Darf ich Sie zu einem Besuch einladen? Ich weiß: Corona, Kontaktverbote, Füße still halten. Seit zwei Monaten sind sie für uns schon fast Gewohnheit geworden, die vielen Einschränkungen und Beeinträchtigungen des „normalen“ Lebens. Aber – ehrlich gesagt: An diesen Verzicht kann ich mich nicht gewöhnen! Kein Besuchen und Besuchtwerden! Mir fehlen die Nähe und Wärme, die herzliche Begegnung und lebendigen Gespräche: mit Freunden, Verwandten, Bekannten! Besonders vermissen meine Frau und ich unsere Enkelkinder: In den Arm nehmen, feste drücken? Keine Chance.

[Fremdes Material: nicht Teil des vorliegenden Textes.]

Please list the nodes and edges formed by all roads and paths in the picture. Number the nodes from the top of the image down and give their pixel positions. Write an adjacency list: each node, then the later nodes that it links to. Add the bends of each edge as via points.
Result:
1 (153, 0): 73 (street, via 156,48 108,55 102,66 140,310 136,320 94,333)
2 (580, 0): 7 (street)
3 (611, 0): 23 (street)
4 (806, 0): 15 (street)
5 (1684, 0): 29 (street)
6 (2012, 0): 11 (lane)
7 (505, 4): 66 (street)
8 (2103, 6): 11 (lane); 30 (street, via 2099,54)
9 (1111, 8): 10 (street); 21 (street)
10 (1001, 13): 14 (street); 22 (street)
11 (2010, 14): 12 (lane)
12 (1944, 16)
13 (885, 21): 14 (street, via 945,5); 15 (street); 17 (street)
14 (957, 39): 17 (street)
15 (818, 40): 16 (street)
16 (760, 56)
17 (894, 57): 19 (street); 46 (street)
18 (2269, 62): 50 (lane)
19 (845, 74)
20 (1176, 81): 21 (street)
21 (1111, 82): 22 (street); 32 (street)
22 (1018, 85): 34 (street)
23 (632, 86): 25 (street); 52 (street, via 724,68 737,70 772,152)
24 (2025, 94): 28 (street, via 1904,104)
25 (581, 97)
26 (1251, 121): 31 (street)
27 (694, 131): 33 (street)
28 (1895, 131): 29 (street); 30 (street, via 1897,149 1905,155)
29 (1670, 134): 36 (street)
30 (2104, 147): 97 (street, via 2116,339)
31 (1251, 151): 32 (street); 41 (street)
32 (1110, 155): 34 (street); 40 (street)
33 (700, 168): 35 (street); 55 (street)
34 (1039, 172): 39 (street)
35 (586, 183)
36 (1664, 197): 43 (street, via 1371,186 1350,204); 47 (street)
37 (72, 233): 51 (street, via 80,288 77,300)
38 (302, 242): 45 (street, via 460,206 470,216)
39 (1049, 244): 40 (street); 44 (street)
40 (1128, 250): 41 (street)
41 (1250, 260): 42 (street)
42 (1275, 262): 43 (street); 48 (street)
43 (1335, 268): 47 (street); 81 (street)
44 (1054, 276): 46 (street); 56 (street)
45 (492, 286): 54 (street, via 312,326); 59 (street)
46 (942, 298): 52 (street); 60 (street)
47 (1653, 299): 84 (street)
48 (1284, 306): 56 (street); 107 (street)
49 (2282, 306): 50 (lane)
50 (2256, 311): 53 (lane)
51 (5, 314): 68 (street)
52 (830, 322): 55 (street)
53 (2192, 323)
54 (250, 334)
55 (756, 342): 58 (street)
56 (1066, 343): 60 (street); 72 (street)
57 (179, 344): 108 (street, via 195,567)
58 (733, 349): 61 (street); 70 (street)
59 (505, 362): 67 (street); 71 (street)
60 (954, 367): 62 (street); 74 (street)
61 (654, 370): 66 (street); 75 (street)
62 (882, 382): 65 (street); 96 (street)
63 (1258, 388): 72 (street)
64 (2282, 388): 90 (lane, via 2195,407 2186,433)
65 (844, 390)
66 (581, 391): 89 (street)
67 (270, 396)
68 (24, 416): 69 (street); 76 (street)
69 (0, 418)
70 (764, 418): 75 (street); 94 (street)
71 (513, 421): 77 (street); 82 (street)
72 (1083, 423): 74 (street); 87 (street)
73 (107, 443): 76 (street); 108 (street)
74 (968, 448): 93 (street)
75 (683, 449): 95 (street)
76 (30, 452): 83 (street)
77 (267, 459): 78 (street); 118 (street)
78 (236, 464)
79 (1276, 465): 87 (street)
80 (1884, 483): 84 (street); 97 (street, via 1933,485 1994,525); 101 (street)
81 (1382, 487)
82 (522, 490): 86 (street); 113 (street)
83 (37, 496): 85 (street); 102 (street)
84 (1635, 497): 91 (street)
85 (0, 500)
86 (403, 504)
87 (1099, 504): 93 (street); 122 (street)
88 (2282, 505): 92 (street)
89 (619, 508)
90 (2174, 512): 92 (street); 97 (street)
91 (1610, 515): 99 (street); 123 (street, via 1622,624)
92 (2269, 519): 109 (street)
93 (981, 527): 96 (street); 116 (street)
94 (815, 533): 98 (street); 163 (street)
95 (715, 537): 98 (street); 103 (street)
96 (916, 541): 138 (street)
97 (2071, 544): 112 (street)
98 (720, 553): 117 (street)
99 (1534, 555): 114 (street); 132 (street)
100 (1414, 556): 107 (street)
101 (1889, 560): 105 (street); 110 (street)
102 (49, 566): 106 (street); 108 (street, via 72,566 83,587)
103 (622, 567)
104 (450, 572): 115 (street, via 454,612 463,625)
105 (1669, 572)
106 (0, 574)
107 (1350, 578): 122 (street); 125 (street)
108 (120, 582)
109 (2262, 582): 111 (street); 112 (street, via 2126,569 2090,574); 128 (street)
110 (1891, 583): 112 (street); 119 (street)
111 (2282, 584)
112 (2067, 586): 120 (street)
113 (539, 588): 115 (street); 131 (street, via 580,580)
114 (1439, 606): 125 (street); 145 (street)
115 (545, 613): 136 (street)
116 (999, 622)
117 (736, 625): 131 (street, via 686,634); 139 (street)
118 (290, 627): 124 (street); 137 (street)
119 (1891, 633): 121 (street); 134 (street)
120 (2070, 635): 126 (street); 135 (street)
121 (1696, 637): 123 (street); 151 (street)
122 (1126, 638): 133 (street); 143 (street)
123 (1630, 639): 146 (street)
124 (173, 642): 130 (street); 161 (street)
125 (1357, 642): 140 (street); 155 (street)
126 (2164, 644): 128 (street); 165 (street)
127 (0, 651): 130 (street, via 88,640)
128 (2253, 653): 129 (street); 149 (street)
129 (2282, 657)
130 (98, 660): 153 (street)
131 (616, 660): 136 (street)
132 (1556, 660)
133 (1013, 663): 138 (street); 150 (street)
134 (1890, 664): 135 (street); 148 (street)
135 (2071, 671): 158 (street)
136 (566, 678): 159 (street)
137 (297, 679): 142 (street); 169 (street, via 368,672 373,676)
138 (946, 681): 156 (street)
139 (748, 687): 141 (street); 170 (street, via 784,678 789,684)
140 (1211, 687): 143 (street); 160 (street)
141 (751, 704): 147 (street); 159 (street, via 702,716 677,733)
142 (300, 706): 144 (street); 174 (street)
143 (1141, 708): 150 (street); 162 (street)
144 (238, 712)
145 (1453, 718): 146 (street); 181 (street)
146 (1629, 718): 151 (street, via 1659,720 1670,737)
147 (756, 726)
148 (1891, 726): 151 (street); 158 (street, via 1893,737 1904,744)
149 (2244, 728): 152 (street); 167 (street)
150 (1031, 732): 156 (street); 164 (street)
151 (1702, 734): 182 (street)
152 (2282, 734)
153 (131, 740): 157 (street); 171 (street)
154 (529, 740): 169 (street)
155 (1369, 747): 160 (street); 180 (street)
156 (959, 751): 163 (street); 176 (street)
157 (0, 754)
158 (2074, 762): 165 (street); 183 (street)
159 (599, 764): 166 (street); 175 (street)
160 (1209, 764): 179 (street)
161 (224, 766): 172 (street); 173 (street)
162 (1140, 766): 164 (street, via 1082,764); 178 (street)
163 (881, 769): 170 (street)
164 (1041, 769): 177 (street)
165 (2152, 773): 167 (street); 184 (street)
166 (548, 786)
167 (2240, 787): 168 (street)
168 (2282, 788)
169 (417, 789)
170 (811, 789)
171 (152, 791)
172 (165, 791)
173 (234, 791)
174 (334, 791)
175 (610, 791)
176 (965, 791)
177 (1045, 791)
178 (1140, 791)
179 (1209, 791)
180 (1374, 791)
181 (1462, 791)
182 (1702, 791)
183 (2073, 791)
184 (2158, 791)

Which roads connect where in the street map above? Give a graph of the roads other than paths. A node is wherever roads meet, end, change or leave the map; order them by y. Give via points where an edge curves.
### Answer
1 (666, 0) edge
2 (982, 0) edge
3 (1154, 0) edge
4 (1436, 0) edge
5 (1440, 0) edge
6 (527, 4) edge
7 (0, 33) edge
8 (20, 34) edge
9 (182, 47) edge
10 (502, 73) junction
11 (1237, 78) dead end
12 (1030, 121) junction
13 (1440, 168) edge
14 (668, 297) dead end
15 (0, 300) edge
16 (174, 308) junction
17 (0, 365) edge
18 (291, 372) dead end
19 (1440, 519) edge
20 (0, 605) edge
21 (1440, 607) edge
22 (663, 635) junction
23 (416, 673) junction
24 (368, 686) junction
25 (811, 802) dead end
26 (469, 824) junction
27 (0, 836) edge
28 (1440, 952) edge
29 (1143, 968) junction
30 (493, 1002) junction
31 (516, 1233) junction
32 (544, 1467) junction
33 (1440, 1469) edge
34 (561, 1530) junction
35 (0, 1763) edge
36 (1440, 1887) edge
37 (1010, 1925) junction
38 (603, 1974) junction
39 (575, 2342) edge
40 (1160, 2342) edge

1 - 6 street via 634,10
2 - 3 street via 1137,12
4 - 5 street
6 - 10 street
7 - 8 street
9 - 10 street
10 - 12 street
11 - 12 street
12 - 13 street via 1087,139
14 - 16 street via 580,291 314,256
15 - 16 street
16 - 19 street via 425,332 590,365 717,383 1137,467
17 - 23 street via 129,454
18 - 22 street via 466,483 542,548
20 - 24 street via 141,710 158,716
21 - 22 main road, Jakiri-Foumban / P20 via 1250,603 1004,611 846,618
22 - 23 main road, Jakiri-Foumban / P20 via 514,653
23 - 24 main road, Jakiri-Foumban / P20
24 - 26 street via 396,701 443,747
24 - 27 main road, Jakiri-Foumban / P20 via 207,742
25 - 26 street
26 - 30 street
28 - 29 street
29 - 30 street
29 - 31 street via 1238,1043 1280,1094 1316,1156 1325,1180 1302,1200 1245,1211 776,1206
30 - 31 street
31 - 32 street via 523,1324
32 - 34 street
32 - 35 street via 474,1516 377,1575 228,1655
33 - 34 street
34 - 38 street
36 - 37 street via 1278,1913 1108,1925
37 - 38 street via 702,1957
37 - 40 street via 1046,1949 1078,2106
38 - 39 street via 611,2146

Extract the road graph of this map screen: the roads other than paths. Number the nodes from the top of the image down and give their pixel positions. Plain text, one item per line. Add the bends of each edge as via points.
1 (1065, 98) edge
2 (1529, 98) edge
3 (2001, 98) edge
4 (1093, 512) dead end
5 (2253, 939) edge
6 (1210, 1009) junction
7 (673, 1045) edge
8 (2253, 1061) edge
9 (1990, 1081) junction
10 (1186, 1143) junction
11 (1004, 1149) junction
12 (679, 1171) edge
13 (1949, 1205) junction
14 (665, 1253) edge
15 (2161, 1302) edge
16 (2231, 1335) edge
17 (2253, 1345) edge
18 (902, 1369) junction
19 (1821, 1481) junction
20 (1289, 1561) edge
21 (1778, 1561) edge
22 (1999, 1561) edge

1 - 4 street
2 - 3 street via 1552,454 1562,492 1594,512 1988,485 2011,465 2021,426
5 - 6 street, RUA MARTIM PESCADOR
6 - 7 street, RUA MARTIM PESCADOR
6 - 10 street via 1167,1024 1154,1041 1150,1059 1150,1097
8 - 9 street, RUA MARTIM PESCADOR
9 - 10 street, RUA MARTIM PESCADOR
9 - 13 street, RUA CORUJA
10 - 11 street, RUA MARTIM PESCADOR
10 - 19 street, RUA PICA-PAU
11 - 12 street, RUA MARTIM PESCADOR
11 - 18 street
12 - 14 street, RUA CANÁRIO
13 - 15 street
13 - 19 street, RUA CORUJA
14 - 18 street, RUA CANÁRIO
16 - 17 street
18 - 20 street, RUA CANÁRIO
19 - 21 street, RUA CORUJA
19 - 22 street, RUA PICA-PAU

Deswegen – oder trotzdem: Die Einladung zu einem Besuch! Keine Angst, es kann nichts passieren. Phantasiereisen bergen keine Ansteckungsgefahr. Ich möchte Sie einladen, mit mir den Bischof von Essen zu besuchen. Einverstanden? Dann treffen wir uns am besten auf dem Burgplatz in Essen.
Kurze Musik I
Da stehen wir schon vor dem Bischofshaus. Burgplatz 2, Essen-Mitte. Einmal klingeln. – Frau Waszynski, die Sekretärin, öffnet und begrüßt uns freundlich. Dann führt sie uns ins Wartezimmer: „Nehmen Sie doch einen Augenblick Platz. Der Bischof kommt gleich.“ Bevor wir die kleine Sitzgruppe ansteuern, bleibt der Blick an der linken Seitenwand hängen: „Oh, ein Engel zur Begrüßung! Das ist aber einladend“. Ja, so ist es auch gemeint.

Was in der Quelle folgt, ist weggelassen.